Please copy out each line of the entries in which "above" appears.
Dataset records Start Marker
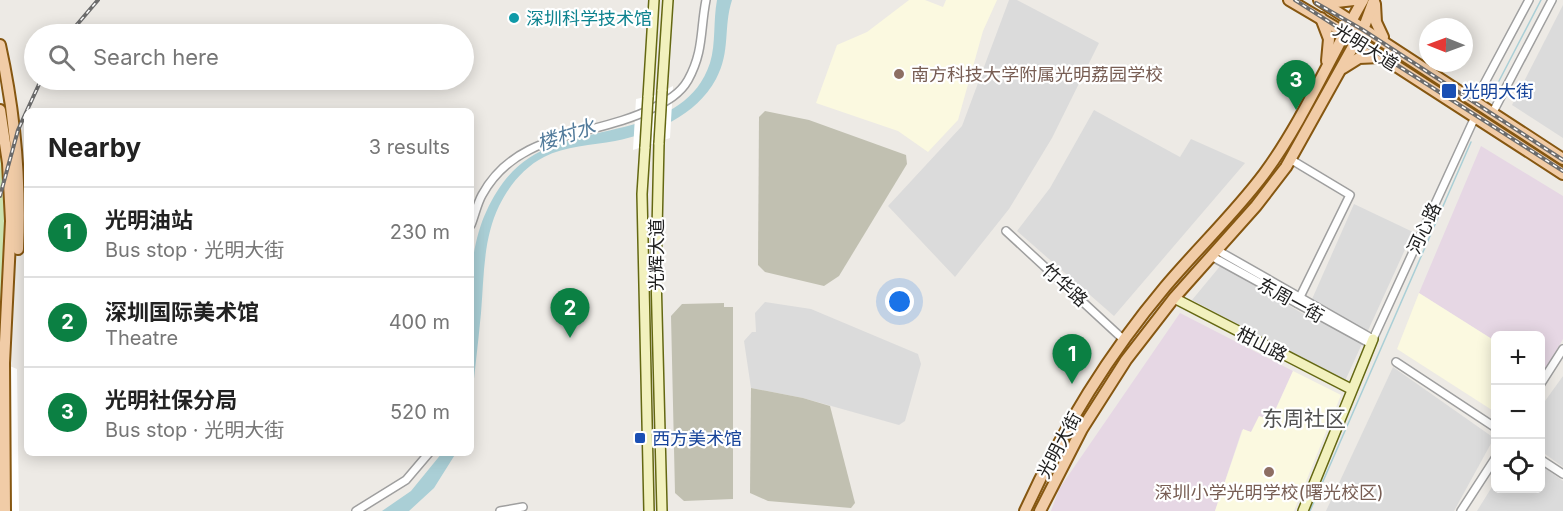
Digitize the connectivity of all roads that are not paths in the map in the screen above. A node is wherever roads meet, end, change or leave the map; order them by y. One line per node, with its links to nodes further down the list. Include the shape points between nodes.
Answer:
1 (654, 0): 49 (main road, 光辉大道, bridge, via 642,194)
2 (668, 0): 50 (main road, 光辉大道, bridge, via 656,274)
3 (706, 0): 28 (street, via 704,39 698,60 674,97 633,118 559,137 516,156 482,195)
4 (1289, 0): 11 (main road, 光明大道)
5 (1354, 0): 10 (main road, via 1336,4)
6 (1363, 0): 12 (main road, 光明大街)
7 (1375, 0): 13 (main road, 光明大街); 16 (main road, via 1376,22)
8 (1529, 0): 21 (street)
9 (1552, 0): 23 (street)
10 (1322, 1): 12 (main road, 光明大道)
11 (1320, 18): 14 (main road, 光明大道); 19 (main road, via 1329,39)
12 (1352, 20): 13 (main road, 光明大道); 14 (main road, 光明大街)
13 (1364, 27): 15 (main road, 光明大街); 16 (main road, 光明大道)
14 (1345, 33): 15 (main road, 光明大道); 19 (main road, 光明大街)
15 (1356, 40): 18 (main road, 光明大道); 20 (main road, 光明大街)
16 (1387, 42): 21 (main road, 光明大道)
17 (0, 45): 35 (main road, via 16,137 19,207 15,287)
18 (1384, 58): 20 (main road, via 1359,58); 24 (main road, 光明大道)
19 (1325, 69): 33 (main road, 光明大街, via 1261,178)
20 (1338, 72): 25 (main road, 光明大街)
21 (1475, 101): 23 (main road, 光明大道)
22 (0, 110): 35 (main road, via 11,211)
23 (1492, 112): 26 (main road, 光明大道)
24 (1475, 117): 27 (main road, 光明大道); 34 (street, 河心路)
25 (1290, 159): 30 (main road, 光明大街, via 1256,206); 32 (street, via 1350,195)
26 (1563, 159)
27 (1563, 174)
28 (474, 217)
29 (1005, 231): 33 (street, 竹华路)
30 (1214, 253): 31 (main road, 光明大街); 32 (street, 东周一街)
31 (1174, 298): 39 (main road, 柑山路); 52 (main road, 光明大街, via 1096,404)
32 (1299, 300): 34 (street, 东周一街)
33 (1124, 340): 51 (main road, 光明大街, via 1070,423)
34 (1372, 342): 39 (main road)
35 (4, 348): 46 (main road)
36 (1563, 349): 38 (street)
37 (1396, 362): 40 (street)
38 (1545, 377)
39 (1351, 390): 53 (main road)
40 (1491, 425)
41 (426, 456): 47 (street, via 406,480)
42 (1545, 462): 44 (street)
43 (1491, 465): 54 (street)
44 (1563, 474)
45 (523, 507): 48 (street)
46 (5, 511)
47 (356, 511)
48 (500, 511)
49 (649, 511)
50 (662, 511)
51 (1025, 511)
52 (1040, 511)
53 (1303, 511)
54 (1461, 511)

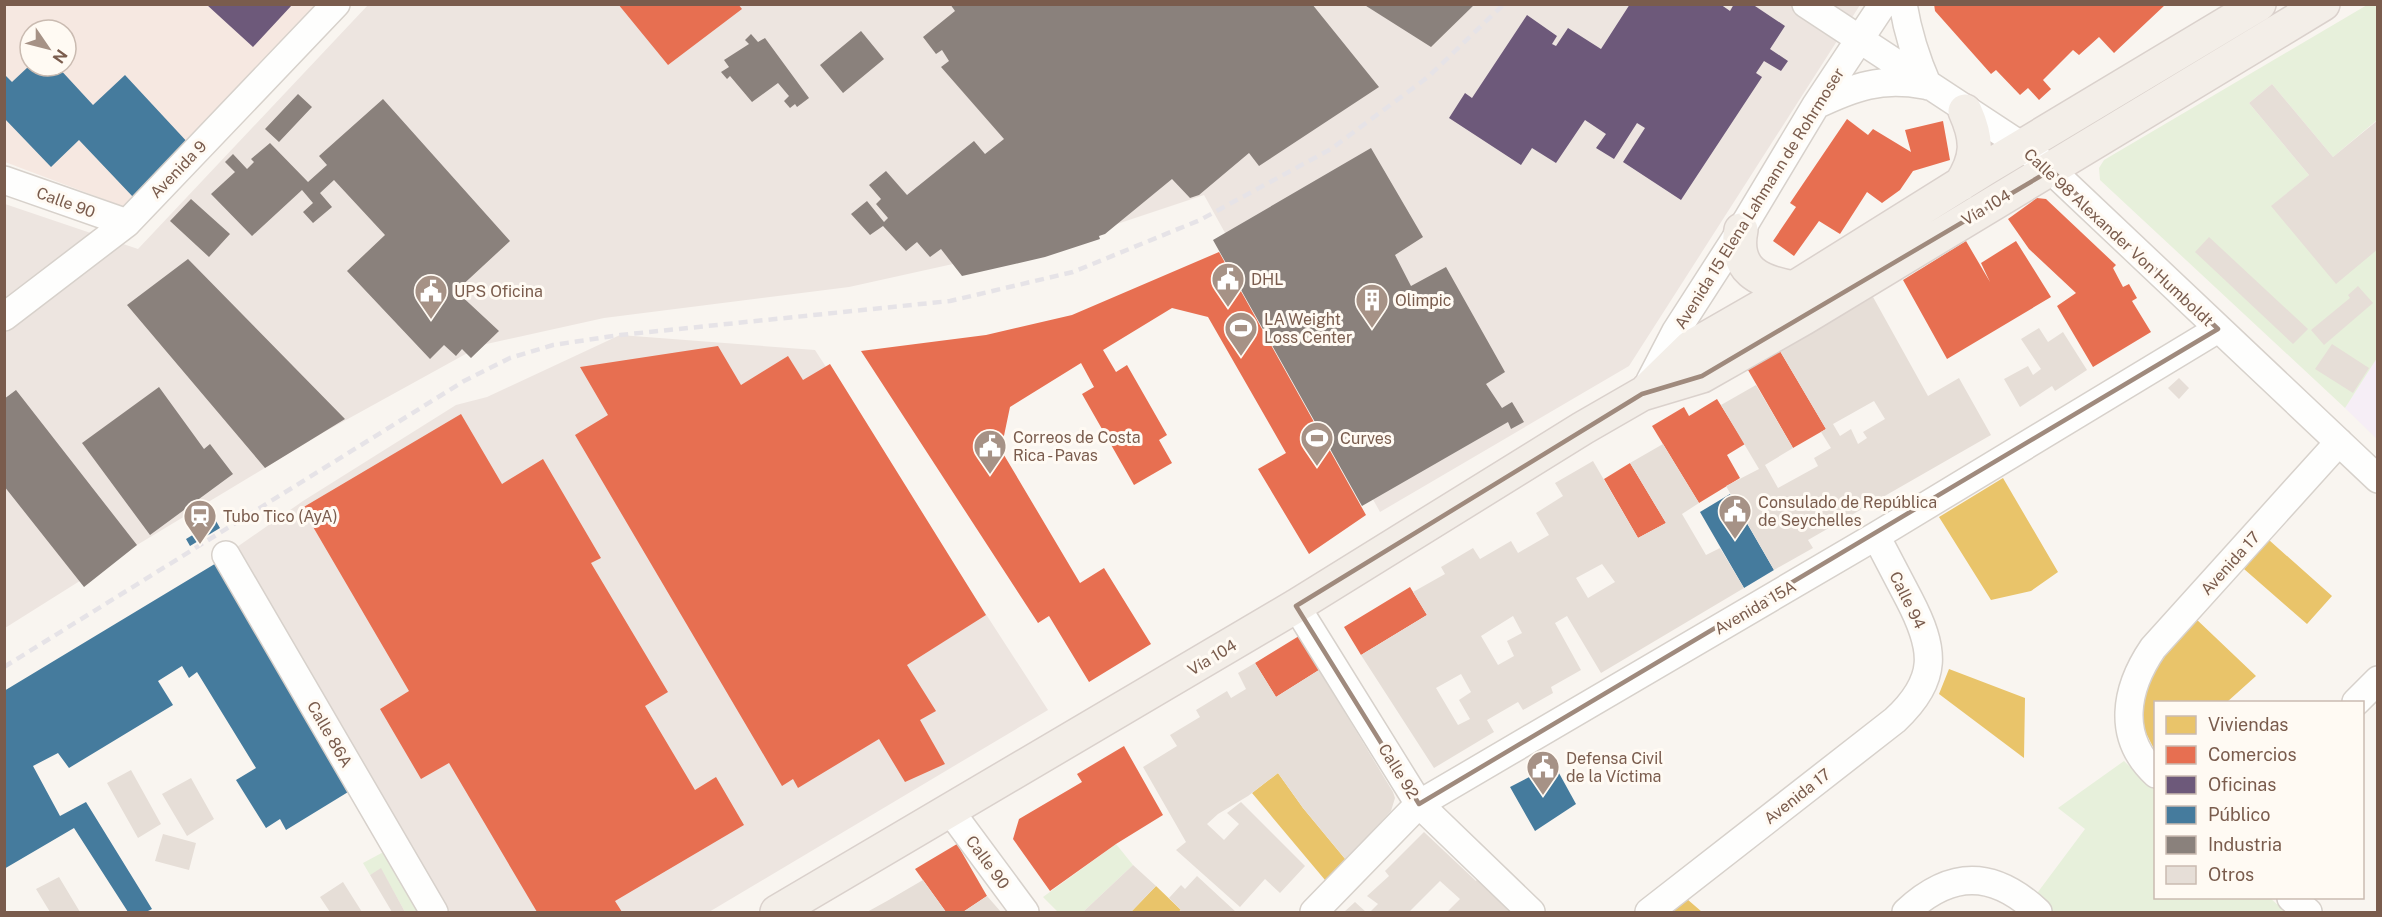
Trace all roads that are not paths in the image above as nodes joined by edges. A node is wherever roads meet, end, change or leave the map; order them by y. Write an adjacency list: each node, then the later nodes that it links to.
Dataset records End Marker
#### Answer box
Digitize the connectivity of all roads that are not paths in the map in the screen above. A node is wherever roads meet, end, change or leave the map; order them by y. One line per node, with its links to nodes further down the list. Include the shape points between nodes.
Trace all roads that are not paths in the image above as nodes joined by edges. A node is wherever roads meet, end, change or leave the map; order them by y. Write an adjacency list: each node, then the later nodes that it links to.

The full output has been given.